Journal The Journal of antimicrobial chemotherapy
Volume (Issue) 66(7)
Page(s) 1573 - 81
Title of proceedings The Journal of antimicrobial chemotherapy
DOI 10.1093/jac/dkr151


OBJECTIVES The site of pharmacological activity of raltegravir is intracellular. Our aim was to determine the extent of raltegravir cellular penetration and whether raltegravir total plasma concentration (C(tot)) predicts cellular concentration (C(cell)). METHODS Open-label, prospective, pharmacokinetic study on HIV-infected patients on a stable raltegravir-containing regimen. Plasma and peripheral blood mononuclear cells were simultaneously collected during a 12 h dosing interval after drug intake. C(tot) and C(cell) of raltegravir, darunavir, etravirine, maraviroc and ritonavir were measured by liquid chromatography coupled to tandem mass spectrometry after protein precipitation. Longitudinal mixed effects analysis was applied to the C(cell)/C(tot) ratio.

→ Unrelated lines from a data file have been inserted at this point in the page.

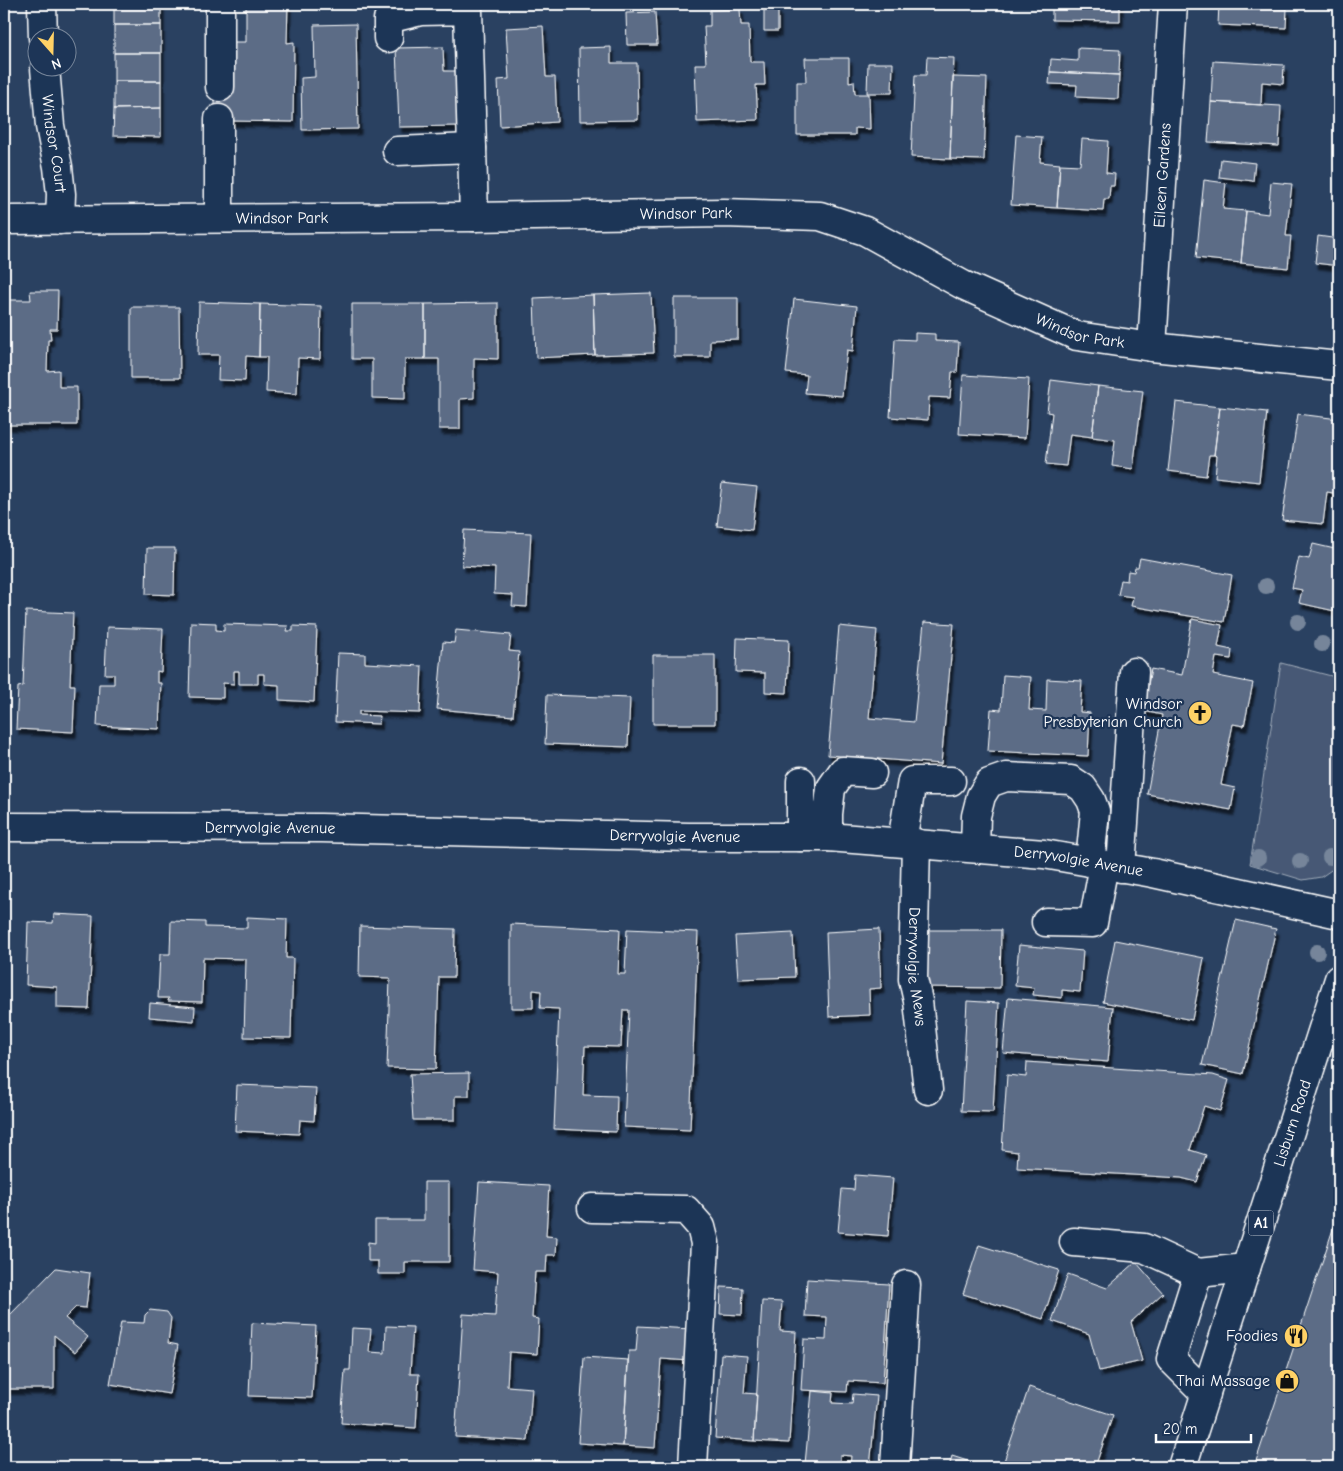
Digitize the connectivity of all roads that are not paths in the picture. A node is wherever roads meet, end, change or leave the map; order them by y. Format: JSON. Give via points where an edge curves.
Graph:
{"nodes":[{"id":1,"x":42,"y":4,"type":"edge"},
{"id":2,"x":220,"y":4,"type":"edge"},
{"id":3,"x":1172,"y":4,"type":"edge"},
{"id":4,"x":43,"y":28,"type":"edge"},
{"id":5,"x":388,"y":38,"type":"dead end"},
{"id":6,"x":46,"y":78,"type":"edge"},
{"id":7,"x":220,"y":86,"type":"dead end"},
{"id":8,"x":219,"y":119,"type":"dead end"},
{"id":9,"x":472,"y":148,"type":"junction"},
{"id":10,"x":397,"y":151,"type":"dead end"},
{"id":11,"x":474,"y":217,"type":"junction"},
{"id":12,"x":219,"y":218,"type":"junction"},
{"id":13,"x":4,"y":220,"type":"edge"},
{"id":14,"x":60,"y":220,"type":"junction"},
{"id":15,"x":1152,"y":347,"type":"junction"},
{"id":16,"x":1339,"y":366,"type":"edge"},
{"id":17,"x":1134,"y":672,"type":"dead end"},
{"id":18,"x":872,"y":773,"type":"dead end"},
{"id":19,"x":801,"y":781,"type":"dead end"},
{"id":20,"x":951,"y":781,"type":"dead end"},
{"id":21,"x":4,"y":827,"type":"edge"},
{"id":22,"x":828,"y":837,"type":"junction"},
{"id":23,"x":801,"y":838,"type":"junction"},
{"id":24,"x":909,"y":843,"type":"junction"},
{"id":25,"x":974,"y":848,"type":"junction"},
{"id":26,"x":1105,"y":865,"type":"junction"},
{"id":27,"x":1339,"y":914,"type":"edge"},
{"id":28,"x":1046,"y":922,"type":"dead end"},
{"id":29,"x":1339,"y":979,"type":"edge"},
{"id":30,"x":928,"y":1090,"type":"dead end"},
{"id":31,"x":592,"y":1208,"type":"dead end"},
{"id":32,"x":1074,"y":1242,"type":"dead end"},
{"id":33,"x":1246,"y":1268,"type":"junction"},
{"id":34,"x":1198,"y":1273,"type":"junction"},
{"id":35,"x":906,"y":1285,"type":"dead end"},
{"id":36,"x":1206,"y":1394,"type":"junction"},
{"id":37,"x":693,"y":1467,"type":"edge"},
{"id":38,"x":895,"y":1467,"type":"edge"},
{"id":39,"x":1182,"y":1467,"type":"edge"}],
"edges":[{"from":1,"to":4,"type":"street"},
{"from":2,"to":7,"type":"street"},
{"from":3,"to":15,"type":"street","name":"Eileen Gardens"},
{"from":5,"to":9,"type":"street","via":[[388,19],[421,11],[468,10]]},
{"from":6,"to":14,"type":"street","name":"Windsor Court","via":[[61,194]]},
{"from":8,"to":12,"type":"street"},
{"from":9,"to":10,"type":"street"},
{"from":9,"to":11,"type":"street"},
{"from":11,"to":12,"type":"street","name":"Windsor Park"},
{"from":11,"to":15,"type":"street","name":"Windsor Park","via":[[724,213],[820,216],[865,231],[963,285],[1077,336]]},
{"from":12,"to":14,"type":"street","name":"Windsor Park"},
{"from":13,"to":14,"type":"street","name":"Windsor Park"},
{"from":15,"to":16,"type":"street","name":"Windsor Park"},
{"from":17,"to":26,"type":"street"},
{"from":18,"to":22,"type":"street","via":[[843,772],[831,788]]},
{"from":19,"to":23,"type":"street"},
{"from":20,"to":24,"type":"street","name":"Derryvolgie Mews","via":[[912,781]]},
{"from":21,"to":23,"type":"street","name":"Derryvolgie Avenue","via":[[320,828]]},
{"from":22,"to":23,"type":"street","name":"Derryvolgie Avenue"},
{"from":22,"to":24,"type":"street","name":"Derryvolgie Avenue"},
{"from":24,"to":25,"type":"street","name":"Derryvolgie Avenue"},
{"from":24,"to":30,"type":"street","name":"Derryvolgie Mews","via":[[913,979]]},
{"from":25,"to":26,"type":"street","name":"Derryvolgie Avenue","via":[[1044,854]]},
{"from":25,"to":26,"type":"street","via":[[976,816],[981,796],[989,783],[1006,777],[1071,780],[1083,788],[1091,800]]},
{"from":26,"to":27,"type":"street","name":"Derryvolgie Avenue"},
{"from":26,"to":28,"type":"street","via":[[1093,924]]},
{"from":29,"to":33,"type":"street","name":"Lisburn Road","number":"A1"},
{"from":31,"to":37,"type":"street","via":[[686,1210],[702,1227],[705,1243]]},
{"from":32,"to":34,"type":"street","via":[[1144,1248]]},
{"from":33,"to":34,"type":"street"},
{"from":33,"to":36,"type":"street","name":"Lisburn Road","number":"A1"},
{"from":34,"to":36,"type":"street","via":[[1171,1358]]},
{"from":35,"to":38,"type":"street"},
{"from":36,"to":39,"type":"street","name":"Lisburn Road","number":"A1"}]}
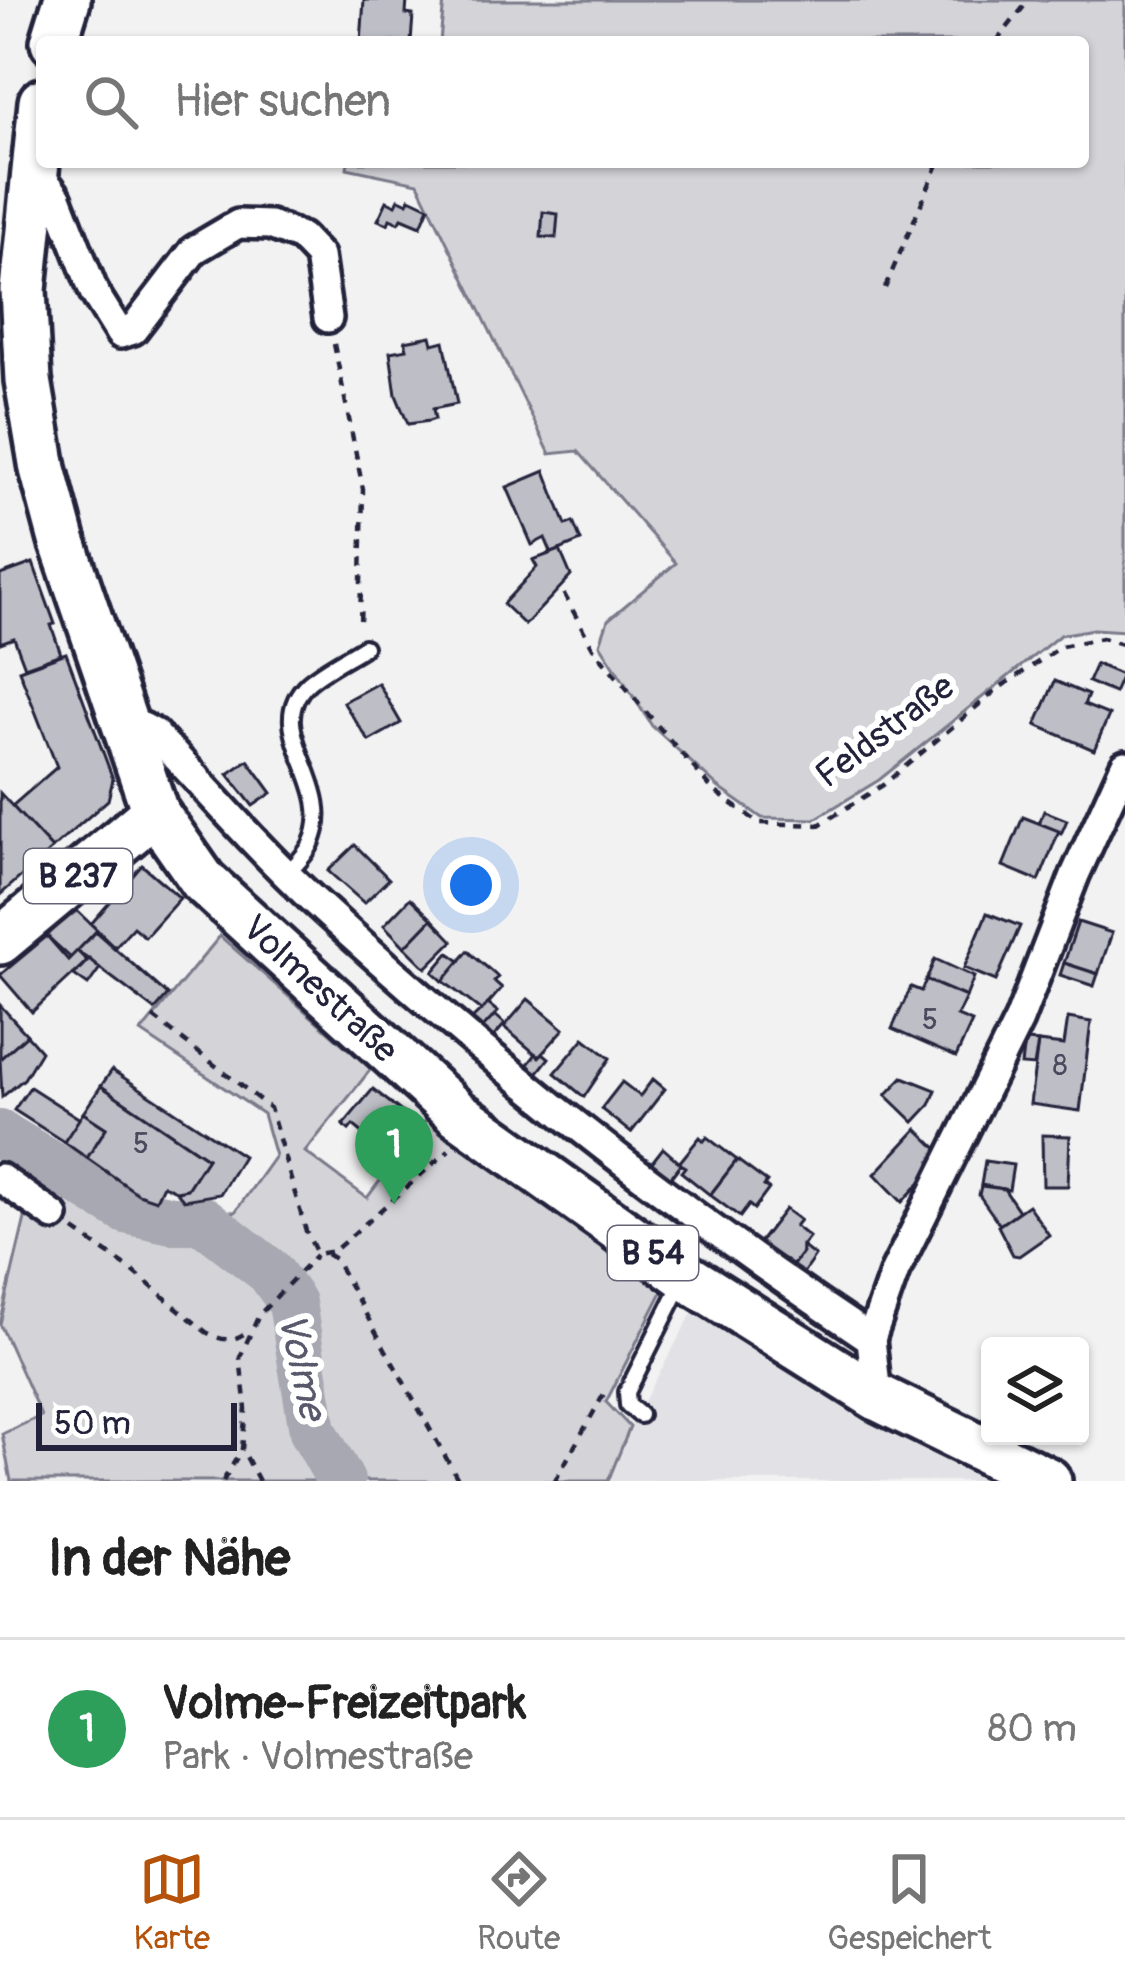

RESULTS Ten HIV-infected patients were included. The geometric mean (GM) raltegravir total plasma maximum concentration (C(max)), minimum concentration (C(min)) and area under the time-concentration curve from 0-12 h (AUC(0-12)) were 1068 ng/mL, 51.1 ng/mL and 4171 ng·h/mL, respectively. GM raltegravir cellular C(max), C(min) and AUC(0-12) were 27.5 ng/mL, 2.9 ng/mL and 165 ng·h/mL, respectively. Raltegravir C(cell) corresponded to 5.3% of C(tot) measured simultaneously. Both concentrations fluctuate in parallel, with C(cell)/C(tot) ratios remaining fairly constant for each patient without a significant time-related trend over the dosing interval. The AUC(cell)/AUC(tot) GM ratios for raltegravir, darunavir and etravirine were 0.039, 0.14 and 1.55, respectively. CONCLUSIONS Raltegravir C(cell) correlated with C(tot) (r = 0.86). Raltegravir penetration into cells is low overall (∼5% of plasma levels), with distinct raltegravir cellular penetration varying by as much as 15-fold between patients. The importance of this finding in the context of development of resistance to integrase inhibitors needs to be further investigated.